A dor de Henry vai nos doer o resto da vida. A cada recordação teremos de lhe pedir perdão, por termos sido fracos, pela covardia ao não tomarmos a iniciativa de salvá-lo. É verdade que, no mundo, milhares – talvez milhões – de crianças, de quatro anos e mais, padecem de todas as dores: fome, indiferença, violência física, desamor. Porém, o sofrimento de Henry foi tão duradouro e amplo que é  impensável imaginar o ser humano – o algoz – como uma criação à imagem de Deus. Dirão que Deus concedeu o livre arbítrio a cada um. Não cabe questionar a Deus por omissão, seria algo profundo, uma discussão infindável e improdutiva, porque não nos livraria do sentimento de culpa.
A ausência e a omissão da mãe, sim. Essas doeram em Henry, que ao custo da própria vida buscou proteger todo o tempo quem lhe deu a vida, a mãe que não lhe impediu a morte. O amor que a ela Henry declarava não foi retribuído. Em seus últimos dias de esperança, talvez de resgate, viveu torturas física, emocional e mental permanentes, e onde estava Monique (fora e dentro de casa)? Ausente, ensimesmada em sua vaidade, em prioridades tão insignificantes diante da vida. Na babá, Henry procurou proteção, teve carinho, mas a negligência do silêncio a condenará ao remorso. Por que não denunciou aquele sofrimento de Henry ao pai, avós, tios, vizinhos ou à polícia?
Por que ninguém próximo nada fez para impedir aquela dor? Como o pai não procurou saber da vida do filho? Henry mandava sinais, pedia socorro. E sobre nós, tão distantes, diante do desfecho cai a constatação de nossos egoísmo e culpa diárias.
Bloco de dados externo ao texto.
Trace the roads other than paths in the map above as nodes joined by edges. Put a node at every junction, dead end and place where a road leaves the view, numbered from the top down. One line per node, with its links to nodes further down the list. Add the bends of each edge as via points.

Se testemunhamos ou sentimos o mal tão iminente e fronteiriço, optamos por não interferir, fechar os olhos e ouvidos. Assunto de casal ou entre vizinhos, responsabilidade de polícia ou de governo, e assim isentamos de culpa a nossa omissão e negligência.
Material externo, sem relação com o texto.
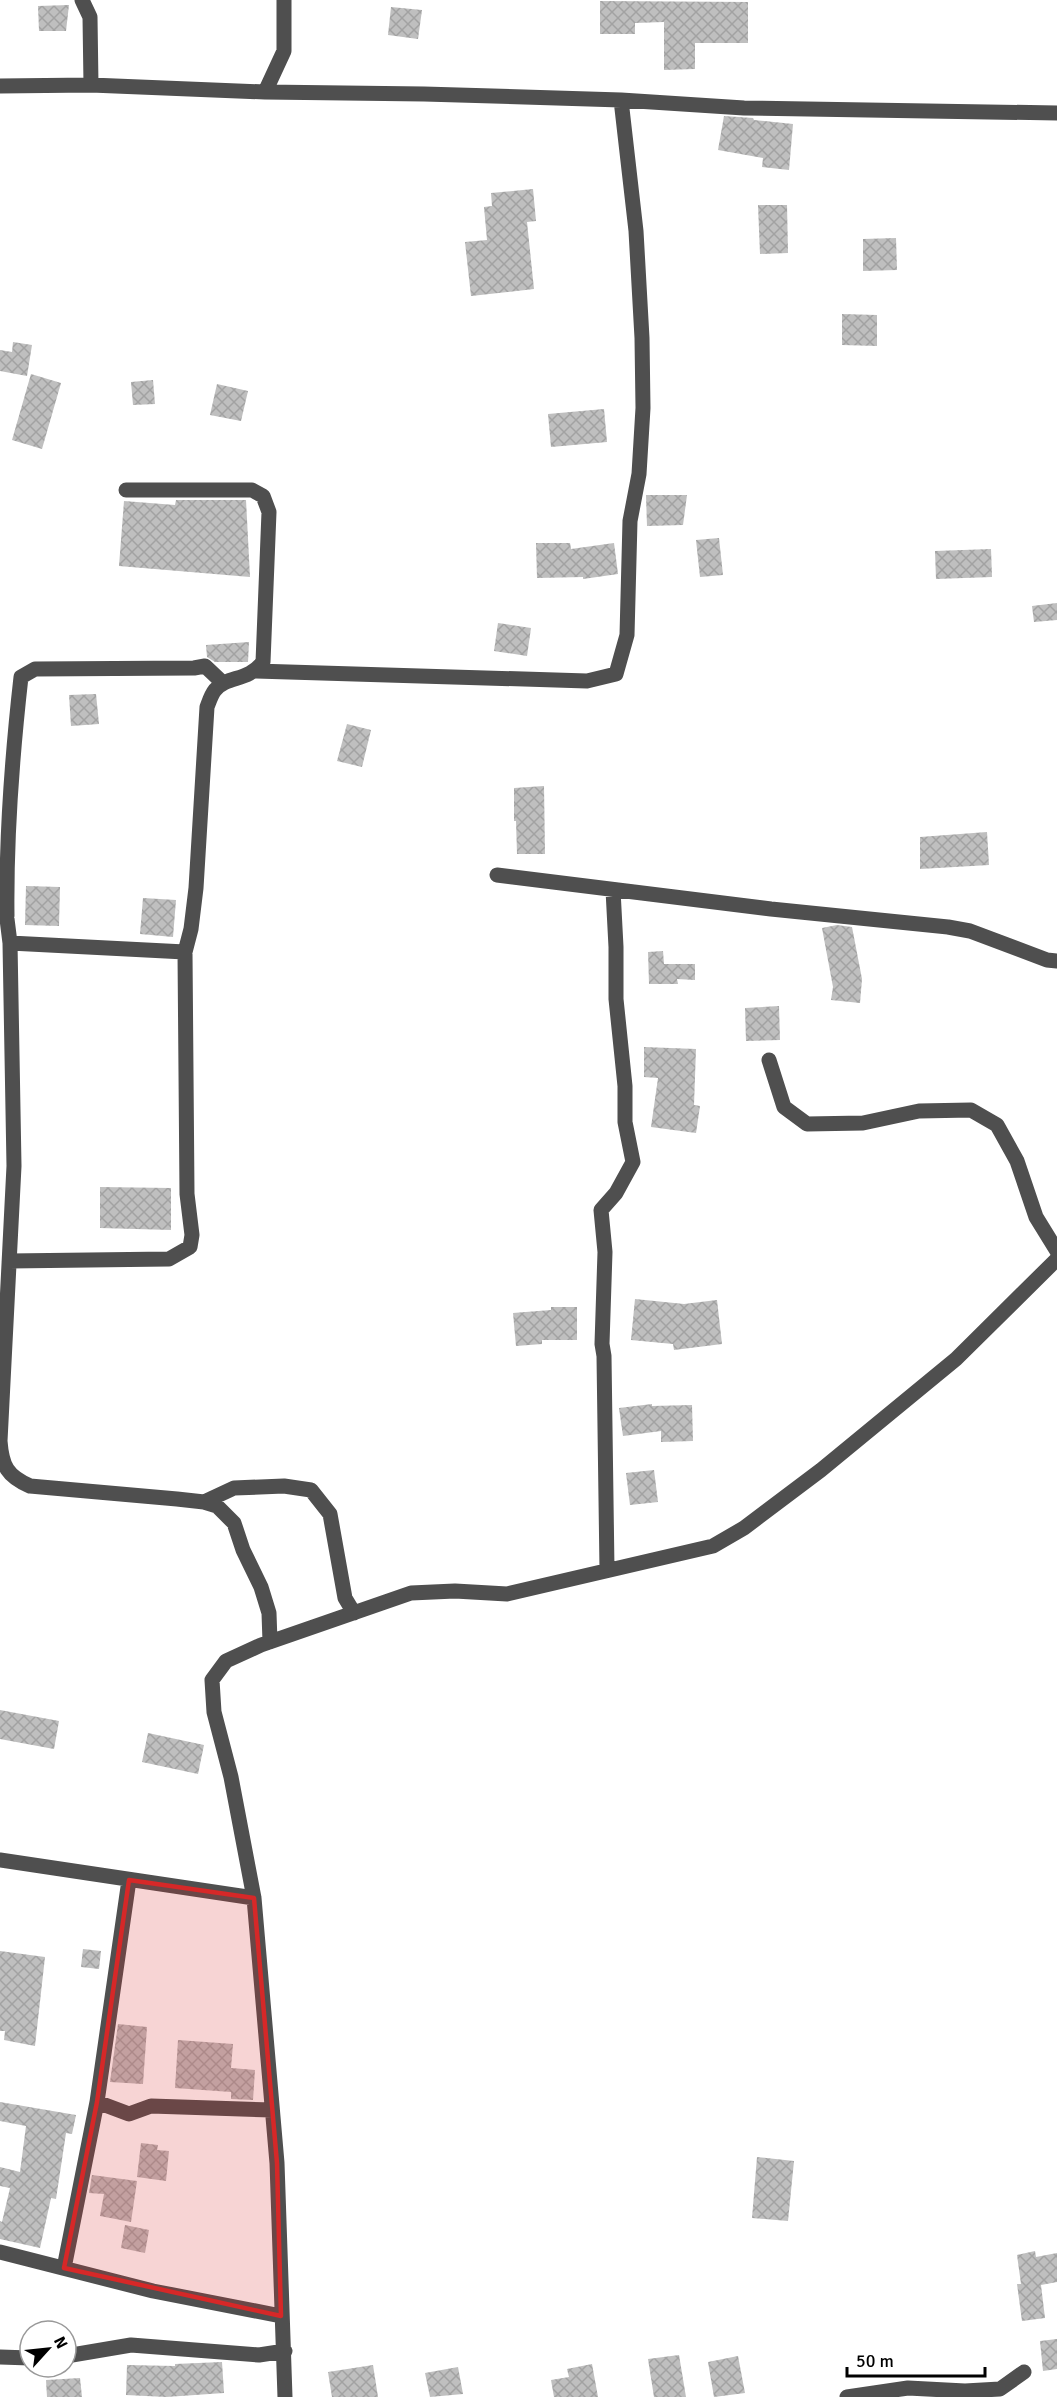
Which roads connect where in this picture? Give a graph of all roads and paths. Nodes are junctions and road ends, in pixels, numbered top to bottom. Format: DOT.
graph roads {
  1 [pos="82,0"];
  2 [pos="284,0"];
  3 [pos="91,85"];
  4 [pos="0,86"];
  5 [pos="265,92"];
  6 [pos="621,100"];
  7 [pos="1057,113"];
  8 [pos="126,490"];
  9 [pos="256,670"];
  10 [pos="223,683"];
  11 [pos="497,875"];
  12 [pos="613,890"];
  13 [pos="4,912"];
  14 [pos="10,944"];
  15 [pos="185,952"];
  16 [pos="1057,961"];
  17 [pos="769,1059"];
  18 [pos="1057,1251"];
  19 [pos="1057,1259"];
  20 [pos="9,1261"];
  21 [pos="3,1323"];
  22 [pos="204,1502"];
  23 [pos="608,1570"];
  24 [pos="354,1613"];
  25 [pos="270,1642"];
  26 [pos="0,1860"];
  27 [pos="129,1880"];
  28 [pos="254,1898"];
  29 [pos="97,2102"];
  30 [pos="272,2110"];
  31 [pos="0,2252"];
  32 [pos="64,2268"];
  33 [pos="280,2316"];
  34 [pos="285,2351"];
  35 [pos="78,2354"];
  36 [pos="0,2357"];
  37 [pos="18,2358"];
  38 [pos="1024,2372"];
  39 [pos="285,2397"];
  40 [pos="847,2397"];
  1 -- 3 [label="street"];
  2 -- 5 [label="street"];
  3 -- 4 [label="street"];
  3 -- 5 [label="street"];
  5 -- 6 [label="street"];
  6 -- 7 [label="street"];
  6 -- 9 [label="street"];
  8 -- 9 [label="street"];
  9 -- 10 [label="street"];
  10 -- 13 [label="street"];
  10 -- 15 [label="street"];
  11 -- 12 [label="street"];
  12 -- 16 [label="street"];
  12 -- 23 [label="street"];
  13 -- 14 [label="street"];
  14 -- 15 [label="street"];
  14 -- 20 [label="street"];
  15 -- 20 [label="street"];
  17 -- 18 [label="street"];
  19 -- 23 [label="street"];
  20 -- 21 [label="street"];
  21 -- 22 [label="street"];
  22 -- 24 [label="street"];
  22 -- 25 [label="street"];
  23 -- 24 [label="street"];
  24 -- 25 [label="street"];
  25 -- 28 [label="street"];
  26 -- 27 [label="street"];
  27 -- 28 [label="street"];
  27 -- 29 [label="street"];
  28 -- 30 [label="street"];
  29 -- 30 [label="street"];
  29 -- 32 [label="street"];
  30 -- 33 [label="street"];
  31 -- 32 [label="street"];
  32 -- 33 [label="street"];
  33 -- 34 [label="street"];
  34 -- 35 [label="street"];
  34 -- 39 [label="street"];
  36 -- 37 [label="street"];
  38 -- 40 [label="street"];
}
O ser humano é mau. É o seu instinto, que muitas vezes o racional é incapaz de conter. É o que nos faz perder a esperança na sua mudança. A pergunta final talvez não seja “Onde estava Deus?”. Talvez seja: “Onde estávamos todos nós que não conseguimos impedir Henry de morrer?” Nem impedimos a todos os Henry de sofrerem. Henry será uma dor eterna.
*Ayrton Maciel é jornalista. Trabalhou no Dario de Pernambuco, Jornal do Commercio e nas rádios Jornal, Olinda e Tamandaré. Ganhador do Prêmio Esso Regional Nordeste de 1991.